Top of Material to process
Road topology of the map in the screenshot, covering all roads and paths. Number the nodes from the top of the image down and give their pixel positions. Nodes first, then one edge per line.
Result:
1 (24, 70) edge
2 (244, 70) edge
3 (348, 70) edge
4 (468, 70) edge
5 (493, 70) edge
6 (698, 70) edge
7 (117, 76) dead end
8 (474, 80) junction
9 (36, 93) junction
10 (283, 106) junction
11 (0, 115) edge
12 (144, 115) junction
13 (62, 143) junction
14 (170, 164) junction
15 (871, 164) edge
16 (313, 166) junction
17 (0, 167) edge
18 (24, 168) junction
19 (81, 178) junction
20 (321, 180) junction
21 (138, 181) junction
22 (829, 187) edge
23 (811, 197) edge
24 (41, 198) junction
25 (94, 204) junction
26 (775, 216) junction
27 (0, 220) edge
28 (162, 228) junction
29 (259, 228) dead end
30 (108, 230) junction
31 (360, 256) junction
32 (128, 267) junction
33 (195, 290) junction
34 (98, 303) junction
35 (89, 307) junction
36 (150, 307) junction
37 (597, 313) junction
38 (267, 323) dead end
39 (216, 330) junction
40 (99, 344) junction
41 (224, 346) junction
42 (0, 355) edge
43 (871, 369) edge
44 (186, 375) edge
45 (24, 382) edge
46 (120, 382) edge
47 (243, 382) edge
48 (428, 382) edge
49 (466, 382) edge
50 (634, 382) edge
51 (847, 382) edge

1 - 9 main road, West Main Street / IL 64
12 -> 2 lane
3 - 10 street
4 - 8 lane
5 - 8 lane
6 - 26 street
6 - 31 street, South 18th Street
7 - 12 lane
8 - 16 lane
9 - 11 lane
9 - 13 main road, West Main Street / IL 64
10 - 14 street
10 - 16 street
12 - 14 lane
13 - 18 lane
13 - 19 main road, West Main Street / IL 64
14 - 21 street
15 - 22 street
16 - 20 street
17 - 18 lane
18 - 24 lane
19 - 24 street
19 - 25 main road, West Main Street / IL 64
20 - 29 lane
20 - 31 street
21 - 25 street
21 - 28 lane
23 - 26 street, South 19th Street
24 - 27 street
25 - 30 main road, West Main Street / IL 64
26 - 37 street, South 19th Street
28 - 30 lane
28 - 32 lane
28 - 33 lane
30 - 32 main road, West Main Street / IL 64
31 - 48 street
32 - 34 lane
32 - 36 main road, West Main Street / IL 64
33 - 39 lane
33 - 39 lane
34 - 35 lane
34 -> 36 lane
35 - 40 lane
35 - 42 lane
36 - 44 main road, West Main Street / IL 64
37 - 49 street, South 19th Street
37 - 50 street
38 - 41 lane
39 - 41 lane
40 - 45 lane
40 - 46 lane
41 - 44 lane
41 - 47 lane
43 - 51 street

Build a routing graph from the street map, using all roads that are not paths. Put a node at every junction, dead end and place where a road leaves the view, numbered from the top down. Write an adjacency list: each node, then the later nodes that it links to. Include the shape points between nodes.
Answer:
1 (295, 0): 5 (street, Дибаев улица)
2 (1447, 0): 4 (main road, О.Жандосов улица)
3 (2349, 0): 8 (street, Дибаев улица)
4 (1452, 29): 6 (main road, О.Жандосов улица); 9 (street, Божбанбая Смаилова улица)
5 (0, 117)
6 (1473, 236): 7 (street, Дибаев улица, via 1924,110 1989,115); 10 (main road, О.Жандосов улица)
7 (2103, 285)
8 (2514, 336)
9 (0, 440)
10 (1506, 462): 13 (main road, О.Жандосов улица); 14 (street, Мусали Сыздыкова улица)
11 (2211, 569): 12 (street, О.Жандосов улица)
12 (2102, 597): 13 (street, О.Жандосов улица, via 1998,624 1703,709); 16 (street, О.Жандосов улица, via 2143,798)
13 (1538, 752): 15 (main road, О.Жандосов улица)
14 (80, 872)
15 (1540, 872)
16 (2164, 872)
Bottom of Material to process
Where a line of the records contains the word "West", copy that line.

_Your response_.
1 - 9 main road, West Main Street / IL 64
9 - 13 main road, West Main Street / IL 64
13 - 19 main road, West Main Street / IL 64
19 - 25 main road, West Main Street / IL 64
25 - 30 main road, West Main Street / IL 64
30 - 32 main road, West Main Street / IL 64
32 - 36 main road, West Main Street / IL 64
36 - 44 main road, West Main Street / IL 64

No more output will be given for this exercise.